• [WHAT IS REQUIRED] Tally the lines below that contain the word "Dean". Only the number should be returned.

• [PROVIDED DATA]
════

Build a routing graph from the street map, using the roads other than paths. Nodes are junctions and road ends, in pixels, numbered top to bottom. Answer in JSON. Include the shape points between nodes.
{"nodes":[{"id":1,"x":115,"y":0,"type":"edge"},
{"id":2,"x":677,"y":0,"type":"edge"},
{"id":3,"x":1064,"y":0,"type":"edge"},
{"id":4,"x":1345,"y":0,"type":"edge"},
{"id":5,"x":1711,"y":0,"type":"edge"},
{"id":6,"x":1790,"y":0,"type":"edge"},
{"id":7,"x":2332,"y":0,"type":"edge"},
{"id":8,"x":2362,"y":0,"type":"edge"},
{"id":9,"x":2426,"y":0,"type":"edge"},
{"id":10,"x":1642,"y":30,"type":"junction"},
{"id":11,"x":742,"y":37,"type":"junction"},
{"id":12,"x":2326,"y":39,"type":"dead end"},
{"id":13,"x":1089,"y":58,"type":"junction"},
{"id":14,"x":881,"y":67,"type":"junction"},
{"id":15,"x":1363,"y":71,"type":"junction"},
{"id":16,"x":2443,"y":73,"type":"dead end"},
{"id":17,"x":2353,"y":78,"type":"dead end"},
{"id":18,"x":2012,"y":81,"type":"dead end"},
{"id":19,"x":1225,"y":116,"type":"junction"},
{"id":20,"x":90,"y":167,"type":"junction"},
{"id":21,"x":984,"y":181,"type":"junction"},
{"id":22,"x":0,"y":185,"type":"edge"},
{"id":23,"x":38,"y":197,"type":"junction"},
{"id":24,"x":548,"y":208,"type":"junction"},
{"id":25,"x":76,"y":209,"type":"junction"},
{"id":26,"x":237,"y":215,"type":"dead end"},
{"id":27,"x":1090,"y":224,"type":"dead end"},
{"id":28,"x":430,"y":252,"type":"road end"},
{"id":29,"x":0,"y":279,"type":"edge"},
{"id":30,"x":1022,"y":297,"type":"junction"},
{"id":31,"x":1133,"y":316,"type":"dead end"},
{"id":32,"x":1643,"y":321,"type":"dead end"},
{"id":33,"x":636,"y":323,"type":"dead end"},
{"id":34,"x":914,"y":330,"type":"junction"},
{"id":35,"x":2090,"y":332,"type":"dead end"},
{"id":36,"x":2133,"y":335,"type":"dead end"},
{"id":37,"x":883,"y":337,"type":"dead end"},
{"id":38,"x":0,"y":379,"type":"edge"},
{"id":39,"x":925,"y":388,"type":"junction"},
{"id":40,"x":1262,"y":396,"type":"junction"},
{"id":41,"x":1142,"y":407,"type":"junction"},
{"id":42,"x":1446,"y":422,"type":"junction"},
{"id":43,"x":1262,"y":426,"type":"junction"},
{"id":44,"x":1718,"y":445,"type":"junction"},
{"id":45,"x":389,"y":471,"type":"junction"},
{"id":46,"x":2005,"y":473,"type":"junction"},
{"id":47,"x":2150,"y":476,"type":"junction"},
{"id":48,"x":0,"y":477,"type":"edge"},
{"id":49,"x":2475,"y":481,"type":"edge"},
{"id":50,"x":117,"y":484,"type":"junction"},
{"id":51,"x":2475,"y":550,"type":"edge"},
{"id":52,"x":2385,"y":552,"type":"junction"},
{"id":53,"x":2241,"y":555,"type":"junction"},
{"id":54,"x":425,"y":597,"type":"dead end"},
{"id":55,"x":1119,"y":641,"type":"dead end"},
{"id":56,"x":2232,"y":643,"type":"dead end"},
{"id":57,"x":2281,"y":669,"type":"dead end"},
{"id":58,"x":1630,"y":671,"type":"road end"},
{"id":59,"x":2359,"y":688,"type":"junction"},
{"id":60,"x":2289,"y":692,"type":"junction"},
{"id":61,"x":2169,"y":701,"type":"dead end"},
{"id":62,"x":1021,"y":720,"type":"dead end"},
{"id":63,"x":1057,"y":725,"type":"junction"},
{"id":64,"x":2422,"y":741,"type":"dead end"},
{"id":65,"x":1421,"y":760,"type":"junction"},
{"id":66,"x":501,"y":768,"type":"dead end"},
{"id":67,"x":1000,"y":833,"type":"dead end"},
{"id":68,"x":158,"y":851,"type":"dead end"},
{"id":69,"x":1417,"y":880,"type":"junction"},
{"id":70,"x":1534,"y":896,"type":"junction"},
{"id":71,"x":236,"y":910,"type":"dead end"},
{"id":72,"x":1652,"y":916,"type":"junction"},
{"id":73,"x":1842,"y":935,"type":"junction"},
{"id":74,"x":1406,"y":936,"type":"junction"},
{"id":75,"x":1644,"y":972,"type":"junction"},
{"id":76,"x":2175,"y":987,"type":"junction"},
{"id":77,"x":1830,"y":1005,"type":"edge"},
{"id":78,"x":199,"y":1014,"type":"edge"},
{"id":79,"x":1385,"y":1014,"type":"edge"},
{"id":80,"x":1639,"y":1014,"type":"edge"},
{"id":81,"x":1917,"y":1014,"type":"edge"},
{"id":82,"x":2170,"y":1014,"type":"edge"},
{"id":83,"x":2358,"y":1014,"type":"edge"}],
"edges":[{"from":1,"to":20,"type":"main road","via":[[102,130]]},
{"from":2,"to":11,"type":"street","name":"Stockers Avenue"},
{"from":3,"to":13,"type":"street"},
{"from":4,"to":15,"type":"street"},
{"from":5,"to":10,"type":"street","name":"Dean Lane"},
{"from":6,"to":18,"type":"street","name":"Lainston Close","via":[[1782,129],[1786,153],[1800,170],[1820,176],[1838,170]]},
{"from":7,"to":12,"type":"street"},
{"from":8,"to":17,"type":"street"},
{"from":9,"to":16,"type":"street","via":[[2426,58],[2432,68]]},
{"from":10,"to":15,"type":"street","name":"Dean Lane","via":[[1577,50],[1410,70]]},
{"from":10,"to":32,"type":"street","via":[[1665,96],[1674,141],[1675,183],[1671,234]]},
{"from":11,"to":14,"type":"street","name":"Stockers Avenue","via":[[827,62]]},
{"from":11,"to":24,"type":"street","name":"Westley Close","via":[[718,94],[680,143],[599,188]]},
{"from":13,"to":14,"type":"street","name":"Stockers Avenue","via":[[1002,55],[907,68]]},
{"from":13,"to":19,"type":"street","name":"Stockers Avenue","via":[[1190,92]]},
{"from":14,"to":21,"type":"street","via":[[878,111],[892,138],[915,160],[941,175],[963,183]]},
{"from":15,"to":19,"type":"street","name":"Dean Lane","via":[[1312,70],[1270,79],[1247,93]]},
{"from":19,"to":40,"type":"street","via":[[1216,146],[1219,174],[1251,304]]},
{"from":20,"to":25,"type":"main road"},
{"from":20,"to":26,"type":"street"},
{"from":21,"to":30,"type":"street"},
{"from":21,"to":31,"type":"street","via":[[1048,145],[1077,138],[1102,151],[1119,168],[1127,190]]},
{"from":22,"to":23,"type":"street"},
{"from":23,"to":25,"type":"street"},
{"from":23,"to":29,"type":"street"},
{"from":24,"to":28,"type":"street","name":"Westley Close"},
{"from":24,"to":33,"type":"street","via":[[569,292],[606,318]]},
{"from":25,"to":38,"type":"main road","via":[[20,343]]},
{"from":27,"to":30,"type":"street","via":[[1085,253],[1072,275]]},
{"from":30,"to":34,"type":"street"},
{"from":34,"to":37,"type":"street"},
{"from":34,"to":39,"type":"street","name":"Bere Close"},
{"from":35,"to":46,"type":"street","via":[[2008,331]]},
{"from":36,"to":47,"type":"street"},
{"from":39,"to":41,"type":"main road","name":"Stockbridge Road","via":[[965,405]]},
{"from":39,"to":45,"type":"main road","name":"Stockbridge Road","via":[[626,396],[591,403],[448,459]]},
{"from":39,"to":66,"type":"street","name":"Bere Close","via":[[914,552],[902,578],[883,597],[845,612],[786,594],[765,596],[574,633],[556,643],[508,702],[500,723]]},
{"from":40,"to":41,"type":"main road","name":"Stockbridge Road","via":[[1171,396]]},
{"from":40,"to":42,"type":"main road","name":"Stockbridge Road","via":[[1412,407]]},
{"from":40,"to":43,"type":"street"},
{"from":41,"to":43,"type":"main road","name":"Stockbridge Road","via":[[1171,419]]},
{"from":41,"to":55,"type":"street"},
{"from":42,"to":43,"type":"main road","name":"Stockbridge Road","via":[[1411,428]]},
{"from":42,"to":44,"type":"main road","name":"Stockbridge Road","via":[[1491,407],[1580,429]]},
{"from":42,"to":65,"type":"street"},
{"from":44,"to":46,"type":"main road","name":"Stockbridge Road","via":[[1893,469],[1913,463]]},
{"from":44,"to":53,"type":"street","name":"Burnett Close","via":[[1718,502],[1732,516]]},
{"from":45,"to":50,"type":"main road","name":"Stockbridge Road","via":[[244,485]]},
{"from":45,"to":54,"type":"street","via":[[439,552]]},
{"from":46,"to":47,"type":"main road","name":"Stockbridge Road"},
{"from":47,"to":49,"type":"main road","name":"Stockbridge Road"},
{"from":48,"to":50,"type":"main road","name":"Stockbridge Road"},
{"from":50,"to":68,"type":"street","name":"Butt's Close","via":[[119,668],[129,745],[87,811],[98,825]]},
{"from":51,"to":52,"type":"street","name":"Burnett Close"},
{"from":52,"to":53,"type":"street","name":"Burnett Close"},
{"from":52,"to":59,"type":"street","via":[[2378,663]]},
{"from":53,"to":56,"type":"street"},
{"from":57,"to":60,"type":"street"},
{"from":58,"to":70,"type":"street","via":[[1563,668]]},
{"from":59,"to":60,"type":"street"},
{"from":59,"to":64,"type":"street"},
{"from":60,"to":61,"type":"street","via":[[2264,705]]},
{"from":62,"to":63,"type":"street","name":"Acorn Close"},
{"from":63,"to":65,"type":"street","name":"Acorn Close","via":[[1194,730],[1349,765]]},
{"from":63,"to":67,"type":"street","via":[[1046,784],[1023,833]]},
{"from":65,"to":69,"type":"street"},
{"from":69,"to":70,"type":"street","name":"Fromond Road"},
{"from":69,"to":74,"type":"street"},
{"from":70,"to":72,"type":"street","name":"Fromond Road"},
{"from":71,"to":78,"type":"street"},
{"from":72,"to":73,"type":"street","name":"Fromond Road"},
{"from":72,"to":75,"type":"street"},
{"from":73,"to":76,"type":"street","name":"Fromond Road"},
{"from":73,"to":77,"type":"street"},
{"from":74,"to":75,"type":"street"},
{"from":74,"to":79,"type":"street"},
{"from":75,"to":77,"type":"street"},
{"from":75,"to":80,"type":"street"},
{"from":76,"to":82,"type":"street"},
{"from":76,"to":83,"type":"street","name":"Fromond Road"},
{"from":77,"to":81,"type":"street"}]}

════

• [YOUR RESPONSE] 3